### WHAT YOU ARE ASKED TO DO:
The number of lines below holding the string "Kiriş" is the only answer wanted.

### MATERIAL PROVIDED:
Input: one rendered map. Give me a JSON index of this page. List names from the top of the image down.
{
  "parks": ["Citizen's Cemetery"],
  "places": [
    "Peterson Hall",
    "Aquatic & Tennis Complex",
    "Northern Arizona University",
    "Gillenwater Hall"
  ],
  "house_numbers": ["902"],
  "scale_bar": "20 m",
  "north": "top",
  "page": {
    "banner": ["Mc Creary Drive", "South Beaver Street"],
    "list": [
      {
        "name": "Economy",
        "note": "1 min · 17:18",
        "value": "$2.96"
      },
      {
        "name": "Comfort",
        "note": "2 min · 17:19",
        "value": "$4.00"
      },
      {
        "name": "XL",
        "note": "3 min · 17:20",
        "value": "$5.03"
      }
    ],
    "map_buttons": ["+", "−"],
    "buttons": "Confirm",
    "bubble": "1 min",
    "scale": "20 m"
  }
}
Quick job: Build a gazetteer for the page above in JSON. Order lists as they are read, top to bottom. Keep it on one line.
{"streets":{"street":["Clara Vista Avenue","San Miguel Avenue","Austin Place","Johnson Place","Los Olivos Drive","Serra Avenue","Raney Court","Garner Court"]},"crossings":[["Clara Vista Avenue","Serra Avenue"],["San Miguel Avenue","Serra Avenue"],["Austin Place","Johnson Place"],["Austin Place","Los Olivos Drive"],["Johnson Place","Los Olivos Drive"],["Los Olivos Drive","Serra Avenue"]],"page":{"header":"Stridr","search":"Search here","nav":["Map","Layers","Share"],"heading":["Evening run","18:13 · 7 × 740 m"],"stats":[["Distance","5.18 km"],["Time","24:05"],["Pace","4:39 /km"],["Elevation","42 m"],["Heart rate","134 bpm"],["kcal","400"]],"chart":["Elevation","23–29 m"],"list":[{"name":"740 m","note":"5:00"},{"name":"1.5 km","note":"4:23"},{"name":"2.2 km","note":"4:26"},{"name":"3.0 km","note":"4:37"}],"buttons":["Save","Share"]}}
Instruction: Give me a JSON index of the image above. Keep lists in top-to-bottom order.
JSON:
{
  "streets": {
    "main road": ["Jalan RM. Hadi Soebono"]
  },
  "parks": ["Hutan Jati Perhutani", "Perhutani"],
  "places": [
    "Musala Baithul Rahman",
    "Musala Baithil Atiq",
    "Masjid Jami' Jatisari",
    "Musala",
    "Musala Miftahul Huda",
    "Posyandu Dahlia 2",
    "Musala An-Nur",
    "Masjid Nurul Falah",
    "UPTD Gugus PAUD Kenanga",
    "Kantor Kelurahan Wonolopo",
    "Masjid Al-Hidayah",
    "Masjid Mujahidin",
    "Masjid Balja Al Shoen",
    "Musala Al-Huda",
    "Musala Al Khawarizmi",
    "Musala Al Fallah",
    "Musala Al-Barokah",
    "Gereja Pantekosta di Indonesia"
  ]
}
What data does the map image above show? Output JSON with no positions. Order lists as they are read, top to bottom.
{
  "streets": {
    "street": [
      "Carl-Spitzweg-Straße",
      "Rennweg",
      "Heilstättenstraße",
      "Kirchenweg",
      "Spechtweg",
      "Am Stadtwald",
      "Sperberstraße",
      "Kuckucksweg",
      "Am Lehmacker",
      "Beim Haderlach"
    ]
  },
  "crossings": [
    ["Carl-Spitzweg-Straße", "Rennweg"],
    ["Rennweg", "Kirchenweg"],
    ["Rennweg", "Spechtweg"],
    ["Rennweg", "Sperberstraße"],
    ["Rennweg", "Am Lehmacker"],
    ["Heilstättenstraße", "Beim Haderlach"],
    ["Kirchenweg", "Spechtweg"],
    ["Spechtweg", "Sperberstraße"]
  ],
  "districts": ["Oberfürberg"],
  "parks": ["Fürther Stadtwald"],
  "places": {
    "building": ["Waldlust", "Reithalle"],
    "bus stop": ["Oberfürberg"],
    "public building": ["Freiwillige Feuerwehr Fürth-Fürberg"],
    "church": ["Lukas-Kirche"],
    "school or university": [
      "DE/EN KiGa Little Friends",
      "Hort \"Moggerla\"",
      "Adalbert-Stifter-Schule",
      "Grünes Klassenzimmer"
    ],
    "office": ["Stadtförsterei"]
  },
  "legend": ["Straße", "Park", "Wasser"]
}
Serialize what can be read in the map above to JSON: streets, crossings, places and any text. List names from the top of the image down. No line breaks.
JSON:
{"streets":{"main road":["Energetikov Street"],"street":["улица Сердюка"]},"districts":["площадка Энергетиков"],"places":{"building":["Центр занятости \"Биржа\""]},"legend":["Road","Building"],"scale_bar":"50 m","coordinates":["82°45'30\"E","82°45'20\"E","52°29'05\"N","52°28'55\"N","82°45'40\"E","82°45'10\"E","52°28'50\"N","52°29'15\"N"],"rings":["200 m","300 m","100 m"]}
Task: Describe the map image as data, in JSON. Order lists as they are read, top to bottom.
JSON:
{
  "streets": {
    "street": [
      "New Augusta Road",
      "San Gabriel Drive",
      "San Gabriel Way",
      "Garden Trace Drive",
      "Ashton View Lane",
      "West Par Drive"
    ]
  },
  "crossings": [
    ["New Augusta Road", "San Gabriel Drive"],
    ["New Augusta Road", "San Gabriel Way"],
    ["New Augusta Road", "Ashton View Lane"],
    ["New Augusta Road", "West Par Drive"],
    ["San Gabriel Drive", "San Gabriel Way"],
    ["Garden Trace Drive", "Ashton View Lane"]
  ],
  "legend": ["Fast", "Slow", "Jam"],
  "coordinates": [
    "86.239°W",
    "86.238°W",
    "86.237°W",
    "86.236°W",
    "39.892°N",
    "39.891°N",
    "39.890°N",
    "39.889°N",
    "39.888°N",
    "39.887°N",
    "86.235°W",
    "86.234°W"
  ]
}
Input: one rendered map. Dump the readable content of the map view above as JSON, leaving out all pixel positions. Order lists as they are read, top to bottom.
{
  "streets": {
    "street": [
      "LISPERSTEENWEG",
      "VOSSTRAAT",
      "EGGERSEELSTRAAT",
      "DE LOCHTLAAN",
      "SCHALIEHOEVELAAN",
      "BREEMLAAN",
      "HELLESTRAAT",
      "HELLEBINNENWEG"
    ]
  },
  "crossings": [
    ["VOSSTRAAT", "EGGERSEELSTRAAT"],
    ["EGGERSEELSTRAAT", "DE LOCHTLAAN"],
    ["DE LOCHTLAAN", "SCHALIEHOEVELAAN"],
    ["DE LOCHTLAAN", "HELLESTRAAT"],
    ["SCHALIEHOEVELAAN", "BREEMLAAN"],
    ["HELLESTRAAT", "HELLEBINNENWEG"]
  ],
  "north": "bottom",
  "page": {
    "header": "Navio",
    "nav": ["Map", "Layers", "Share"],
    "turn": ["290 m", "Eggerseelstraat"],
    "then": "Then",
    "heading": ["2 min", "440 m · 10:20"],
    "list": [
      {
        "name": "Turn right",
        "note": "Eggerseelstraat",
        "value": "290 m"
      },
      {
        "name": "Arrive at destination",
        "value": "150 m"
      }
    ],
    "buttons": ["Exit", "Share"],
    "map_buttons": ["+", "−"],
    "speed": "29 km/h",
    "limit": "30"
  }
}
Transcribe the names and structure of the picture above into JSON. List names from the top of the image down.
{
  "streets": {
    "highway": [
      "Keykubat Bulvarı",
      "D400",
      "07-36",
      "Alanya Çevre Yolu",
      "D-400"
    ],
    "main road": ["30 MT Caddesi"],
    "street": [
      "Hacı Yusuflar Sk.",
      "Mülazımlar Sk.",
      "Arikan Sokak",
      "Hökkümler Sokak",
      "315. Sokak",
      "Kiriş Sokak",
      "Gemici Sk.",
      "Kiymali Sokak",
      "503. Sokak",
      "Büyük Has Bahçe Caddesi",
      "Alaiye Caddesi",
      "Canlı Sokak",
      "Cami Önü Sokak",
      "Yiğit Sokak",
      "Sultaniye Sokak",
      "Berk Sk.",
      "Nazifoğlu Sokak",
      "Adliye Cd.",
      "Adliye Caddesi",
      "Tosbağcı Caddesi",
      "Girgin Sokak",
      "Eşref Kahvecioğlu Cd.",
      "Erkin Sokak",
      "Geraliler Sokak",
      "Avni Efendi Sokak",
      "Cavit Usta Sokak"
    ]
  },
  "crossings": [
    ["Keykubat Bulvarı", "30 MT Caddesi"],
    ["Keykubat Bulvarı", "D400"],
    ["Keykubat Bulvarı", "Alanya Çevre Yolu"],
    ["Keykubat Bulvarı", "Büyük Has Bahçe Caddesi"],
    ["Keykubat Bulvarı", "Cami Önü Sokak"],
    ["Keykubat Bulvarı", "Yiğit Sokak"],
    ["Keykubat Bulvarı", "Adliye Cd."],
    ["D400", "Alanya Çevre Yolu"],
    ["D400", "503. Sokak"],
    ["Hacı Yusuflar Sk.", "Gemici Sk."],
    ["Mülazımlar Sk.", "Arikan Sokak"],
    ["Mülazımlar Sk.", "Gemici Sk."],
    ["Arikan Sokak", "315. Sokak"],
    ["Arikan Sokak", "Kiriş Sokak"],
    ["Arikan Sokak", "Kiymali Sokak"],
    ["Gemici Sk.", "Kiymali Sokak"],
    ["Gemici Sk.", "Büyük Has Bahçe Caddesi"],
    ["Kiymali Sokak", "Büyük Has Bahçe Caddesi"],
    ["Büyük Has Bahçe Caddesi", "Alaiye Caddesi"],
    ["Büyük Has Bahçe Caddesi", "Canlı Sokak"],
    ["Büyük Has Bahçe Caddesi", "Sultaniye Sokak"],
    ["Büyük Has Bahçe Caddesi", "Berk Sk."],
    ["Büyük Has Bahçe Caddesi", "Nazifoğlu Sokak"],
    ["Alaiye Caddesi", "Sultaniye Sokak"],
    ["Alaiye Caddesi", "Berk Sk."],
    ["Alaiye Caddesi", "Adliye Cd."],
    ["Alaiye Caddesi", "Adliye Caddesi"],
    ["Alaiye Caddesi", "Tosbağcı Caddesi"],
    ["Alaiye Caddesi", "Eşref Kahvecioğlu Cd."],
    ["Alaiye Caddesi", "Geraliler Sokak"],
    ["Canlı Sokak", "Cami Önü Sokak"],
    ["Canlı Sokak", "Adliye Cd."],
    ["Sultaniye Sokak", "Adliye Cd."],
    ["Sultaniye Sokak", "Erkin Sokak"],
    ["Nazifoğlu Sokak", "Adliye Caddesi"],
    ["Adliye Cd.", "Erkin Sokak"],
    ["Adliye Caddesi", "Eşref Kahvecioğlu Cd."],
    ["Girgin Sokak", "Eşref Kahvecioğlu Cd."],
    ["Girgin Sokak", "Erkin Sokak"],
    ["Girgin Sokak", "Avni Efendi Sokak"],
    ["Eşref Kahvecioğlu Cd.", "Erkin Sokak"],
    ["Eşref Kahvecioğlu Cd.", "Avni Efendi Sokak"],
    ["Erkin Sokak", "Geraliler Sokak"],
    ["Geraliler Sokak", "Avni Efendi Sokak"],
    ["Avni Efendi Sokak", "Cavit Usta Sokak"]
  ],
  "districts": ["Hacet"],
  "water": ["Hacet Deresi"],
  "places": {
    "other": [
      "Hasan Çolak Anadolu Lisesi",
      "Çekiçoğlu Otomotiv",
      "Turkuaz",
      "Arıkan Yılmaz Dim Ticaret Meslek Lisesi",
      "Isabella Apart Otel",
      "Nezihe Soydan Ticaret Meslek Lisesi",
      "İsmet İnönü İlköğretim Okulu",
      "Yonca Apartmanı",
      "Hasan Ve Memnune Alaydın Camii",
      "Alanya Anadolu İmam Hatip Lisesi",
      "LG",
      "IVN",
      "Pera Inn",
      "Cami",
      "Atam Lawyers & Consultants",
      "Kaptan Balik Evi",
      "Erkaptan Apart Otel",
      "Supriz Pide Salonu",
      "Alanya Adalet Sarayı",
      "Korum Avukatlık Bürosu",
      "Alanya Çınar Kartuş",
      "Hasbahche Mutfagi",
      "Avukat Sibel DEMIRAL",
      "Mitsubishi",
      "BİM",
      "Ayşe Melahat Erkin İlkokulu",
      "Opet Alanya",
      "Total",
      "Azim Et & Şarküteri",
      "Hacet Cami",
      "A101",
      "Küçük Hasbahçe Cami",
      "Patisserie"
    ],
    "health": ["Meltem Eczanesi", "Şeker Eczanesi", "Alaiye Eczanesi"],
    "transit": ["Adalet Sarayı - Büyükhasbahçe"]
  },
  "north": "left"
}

### ANSWER FOR THE TASK:
2